|
Os jornais online brasileiros ainda apresentam fortes
características das publicações em papel. Ou
seja, não exploram de forma satisfatória as possibilidades
oferecidas pelo suporte digital para o desenvolvimento de produtos
jornalísticos. Um exemplo ilustrativo desta situação
é o uso da fotografia como recurso mais empregado pelas publicações,
em detrimento da utilização de simulações,
do áudio e do vídeo na narração do fato
jornalístico.
Estas são algumas conclusões da pesquisa "Um
mapeamento de características e tendências no jornalismo
online brasileiro", realizada entre agosto de 2000 e
agosto de 2001 pelo Grupo
de Pesquisa em Jornalismo Online da Faculdade de Comunicação
(UFBA). Os resultados da pesquisa foram apresentados no I Congresso
da Rede de Escolas de Comunicação da Bahia (RedeCom),
ocorrido nos dias 29 e 30 de abril, na FACOM.
O estudo analisou 44
jornais, que foram selecionados de acordo com o seguinte critério:
possuir similar impresso, ser comercial, gratuito, diário
e ser filiado ao Instituto Verificador de Circulação
(IVC). Desta
forma, como explica Marcos Palacios, professor titular da FACOM
e coordenador da pesquisa, pôde-se classificar os jornais
tendo por base a faixa de tiragem dos seus congêneres impressos.
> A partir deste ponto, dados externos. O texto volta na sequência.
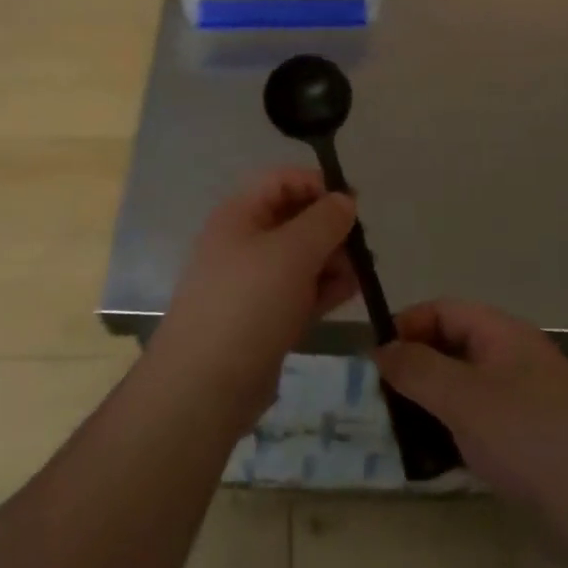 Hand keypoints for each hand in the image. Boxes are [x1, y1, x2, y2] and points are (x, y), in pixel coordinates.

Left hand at [149, 168, 359, 433]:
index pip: (282, 181)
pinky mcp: (264, 317)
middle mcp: (244, 242)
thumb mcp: (292, 252)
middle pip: (294, 219)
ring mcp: (253, 282)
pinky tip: (348, 294)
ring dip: (332, 260)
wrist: (206, 385)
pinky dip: (323, 288)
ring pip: (301, 257)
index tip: (354, 205)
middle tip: (362, 247)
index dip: (318, 186)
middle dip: (331, 228)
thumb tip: (345, 200)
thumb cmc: (249, 302)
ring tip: (360, 275)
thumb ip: (324, 220)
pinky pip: (299, 290)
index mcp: (240, 215)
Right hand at [375, 299, 567, 513]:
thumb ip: (416, 369)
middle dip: (417, 370)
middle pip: (453, 348)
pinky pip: (482, 424)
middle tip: (386, 402)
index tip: (376, 360)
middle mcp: (516, 359)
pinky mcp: (533, 443)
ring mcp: (527, 402)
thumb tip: (382, 349)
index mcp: (503, 334)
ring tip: (405, 436)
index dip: (407, 326)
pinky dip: (456, 435)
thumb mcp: (462, 397)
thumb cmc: (528, 439)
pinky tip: (439, 463)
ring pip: (466, 390)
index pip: (444, 310)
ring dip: (433, 406) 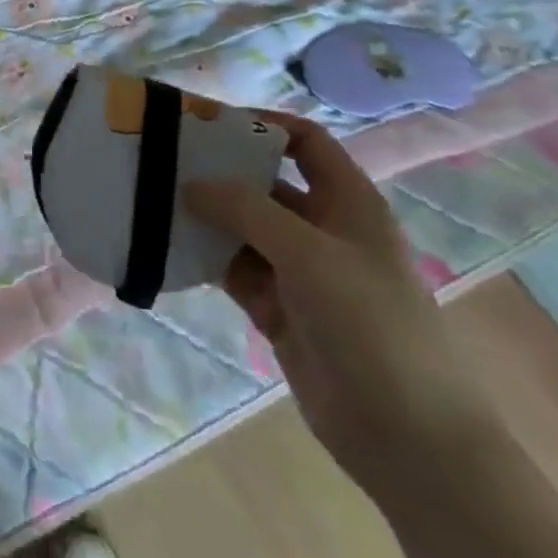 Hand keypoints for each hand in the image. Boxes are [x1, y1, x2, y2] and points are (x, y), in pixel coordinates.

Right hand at [184, 114, 497, 495]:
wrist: (406, 435)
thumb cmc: (371, 326)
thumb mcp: (309, 255)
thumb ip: (247, 210)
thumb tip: (192, 183)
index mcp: (348, 203)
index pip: (304, 142)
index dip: (261, 125)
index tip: (205, 122)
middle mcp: (322, 229)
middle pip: (264, 183)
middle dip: (219, 171)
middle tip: (162, 160)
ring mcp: (298, 271)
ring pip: (242, 227)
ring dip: (204, 216)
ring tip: (151, 200)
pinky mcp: (277, 307)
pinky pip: (232, 269)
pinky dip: (204, 257)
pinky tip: (166, 247) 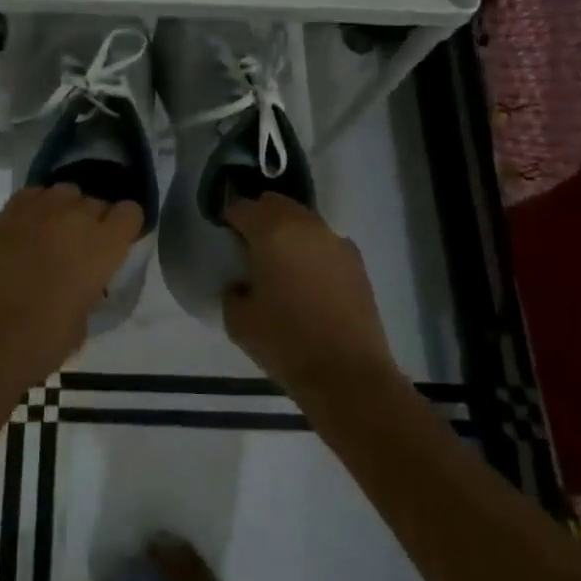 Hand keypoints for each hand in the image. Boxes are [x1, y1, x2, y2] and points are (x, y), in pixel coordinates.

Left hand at [0, 184, 143, 387]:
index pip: (130, 212)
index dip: (125, 227)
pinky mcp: (8, 211)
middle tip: (81, 248)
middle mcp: (76, 217)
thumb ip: (90, 289)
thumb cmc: (40, 341)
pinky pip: (33, 195)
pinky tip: (28, 230)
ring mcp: (40, 209)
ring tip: (53, 235)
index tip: (118, 243)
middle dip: (94, 221)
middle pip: (96, 201)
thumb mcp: (83, 321)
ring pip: (65, 192)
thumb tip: (82, 283)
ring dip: (66, 210)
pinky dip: (36, 208)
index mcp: (104, 246)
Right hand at [222, 193, 395, 397]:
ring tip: (280, 262)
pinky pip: (325, 242)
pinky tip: (308, 279)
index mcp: (272, 232)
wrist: (349, 376)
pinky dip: (312, 250)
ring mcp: (335, 241)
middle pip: (275, 204)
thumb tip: (241, 284)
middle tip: (249, 245)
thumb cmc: (286, 343)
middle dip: (259, 217)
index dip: (229, 219)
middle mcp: (305, 225)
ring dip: (287, 231)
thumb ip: (233, 291)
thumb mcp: (239, 321)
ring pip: (303, 220)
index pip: (242, 208)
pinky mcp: (356, 262)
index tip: (224, 237) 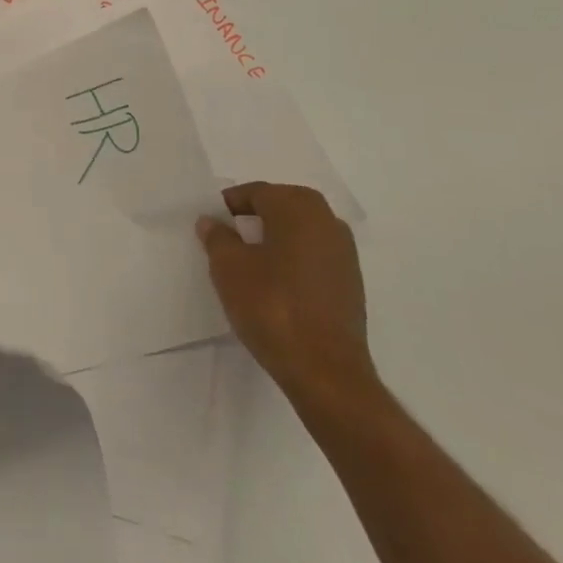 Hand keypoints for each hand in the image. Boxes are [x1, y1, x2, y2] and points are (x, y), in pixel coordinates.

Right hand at [198, 182, 380, 415]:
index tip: (211, 222)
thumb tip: (212, 221)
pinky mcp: (351, 283)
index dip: (230, 204)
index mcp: (298, 208)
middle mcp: (327, 221)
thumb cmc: (271, 306)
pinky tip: (275, 285)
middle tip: (228, 237)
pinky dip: (293, 260)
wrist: (325, 370)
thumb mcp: (229, 268)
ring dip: (276, 238)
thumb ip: (218, 238)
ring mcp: (345, 253)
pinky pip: (314, 256)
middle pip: (283, 206)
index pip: (257, 192)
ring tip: (250, 262)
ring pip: (301, 232)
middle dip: (255, 217) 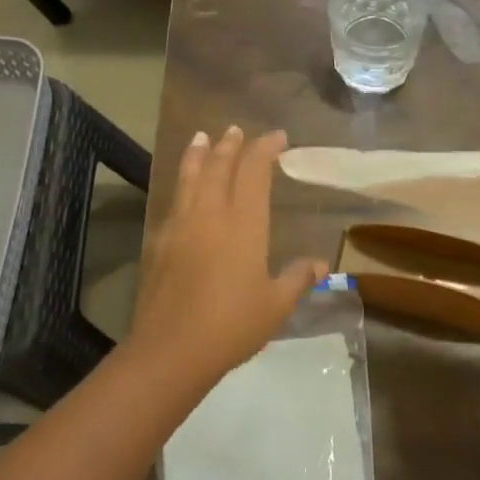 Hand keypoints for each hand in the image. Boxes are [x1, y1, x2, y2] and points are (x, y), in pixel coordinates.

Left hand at [129, 126, 327, 385]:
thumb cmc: (232, 325)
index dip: (265, 149)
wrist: (172, 348)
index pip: (254, 171)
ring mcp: (181, 224)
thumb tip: (320, 264)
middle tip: (236, 130)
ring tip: (201, 137)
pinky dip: (182, 183)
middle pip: (218, 165)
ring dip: (198, 153)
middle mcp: (210, 213)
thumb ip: (297, 278)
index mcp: (243, 223)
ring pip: (189, 176)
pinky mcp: (160, 240)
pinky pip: (174, 200)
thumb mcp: (275, 305)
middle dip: (230, 145)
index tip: (277, 137)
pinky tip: (183, 189) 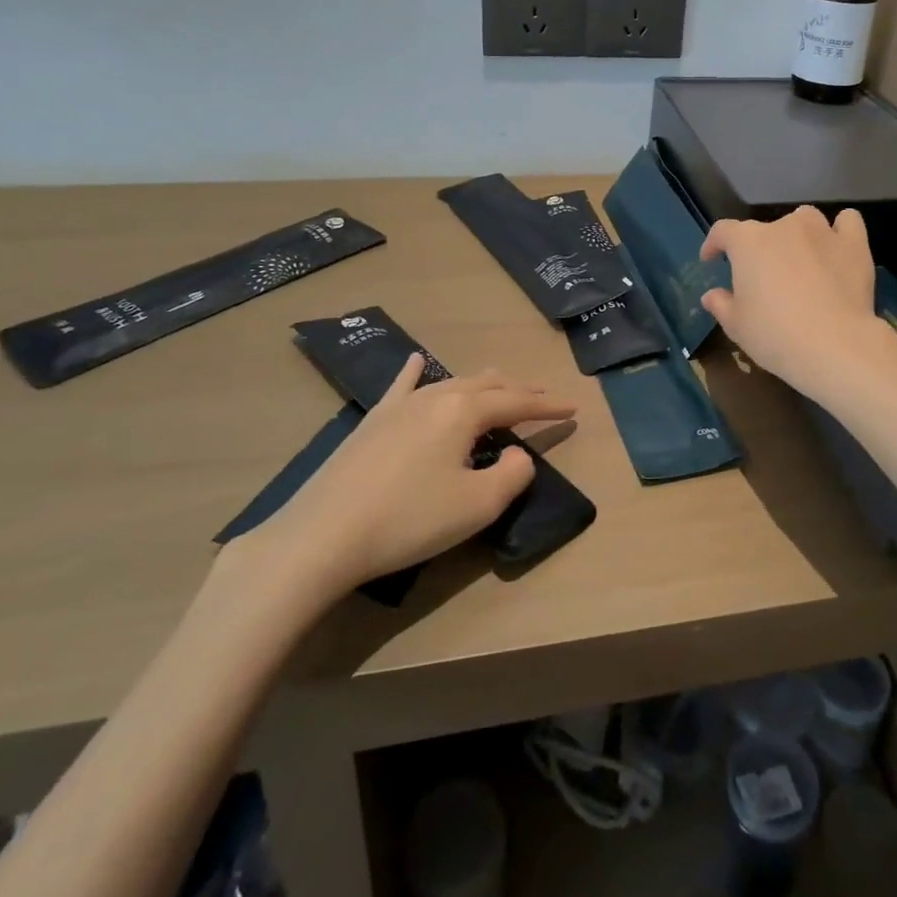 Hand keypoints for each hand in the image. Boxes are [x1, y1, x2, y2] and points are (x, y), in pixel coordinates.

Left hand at [221, 356, 573, 623]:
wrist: (323, 536)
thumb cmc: (408, 520)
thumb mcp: (477, 505)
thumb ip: (513, 474)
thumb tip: (520, 456)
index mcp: (465, 411)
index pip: (517, 402)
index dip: (547, 407)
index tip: (573, 409)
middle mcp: (436, 396)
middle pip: (487, 385)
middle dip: (519, 391)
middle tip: (542, 398)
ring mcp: (400, 406)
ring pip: (451, 382)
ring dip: (482, 384)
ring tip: (500, 384)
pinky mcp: (372, 422)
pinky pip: (402, 386)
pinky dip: (415, 372)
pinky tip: (416, 360)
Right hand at [699, 206, 896, 399]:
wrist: (834, 346)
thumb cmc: (775, 334)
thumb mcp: (737, 326)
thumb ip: (721, 305)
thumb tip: (712, 295)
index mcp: (748, 242)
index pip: (723, 231)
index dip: (714, 243)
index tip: (711, 259)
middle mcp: (784, 226)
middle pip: (766, 229)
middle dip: (760, 249)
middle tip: (764, 279)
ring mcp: (822, 231)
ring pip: (805, 219)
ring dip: (798, 234)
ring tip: (801, 260)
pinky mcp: (854, 244)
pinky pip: (847, 222)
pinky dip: (840, 230)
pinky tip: (837, 246)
Além disso, permitiu delimitar o universo estudado, eliminando-se
da amostra webjornais produzidos por empresas jornalísticas
que não possuíam produtos impressos.
A sistemática da pesquisa teve como parâmetro
o trabalho desenvolvido em 1998 pelo professor Tanjev Schultz na
Indiana University (USA). No entanto, enquanto o estudo
de Schultz se concentrou apenas na característica da
interatividade para analisar os 100 jornais americanos, o GJOL ampliou
para as cinco características: interatividade,
personalização,
multimidialidade,
hipertextualidade
e memória.
As publicações foram analisadas a partir de um roteiro
de observação contendo 52 questões, baseadas
nas respectivas características. Cabe ressaltar que os pesquisadores
encontraram disparidades entre o número de jornais existentes
nas cinco regiões brasileiras que preenchessem os requisitos
de análise. Na região Norte, apenas um jornal se enquadrou
nas categorias, ao passo que no Sudeste e Sul foram encontrados
12 e 13 jornais, respectivamente. O Centro-Oeste apresentou três
e o Nordeste, 15.
Para Luciana Mielniczuk, doutoranda na FACOM e integrante do Grupo
de Jornalismo Online (GJOL), este primeiro mapeamento permite que
se tenha uma visão ponorâmica da situação:
a utilização dos recursos oferecidos pela Web nos
produtos jornalísticos. "Mas este trabalho é
apenas um começo. Tendo em mãos esta espécie
de radiografia, é preciso investigar uma série de
outras questões, como por exemplo, as razões pelas
quais algumas das possibilidades do ambiente digital não
estão sendo exploradas", observa Luciana.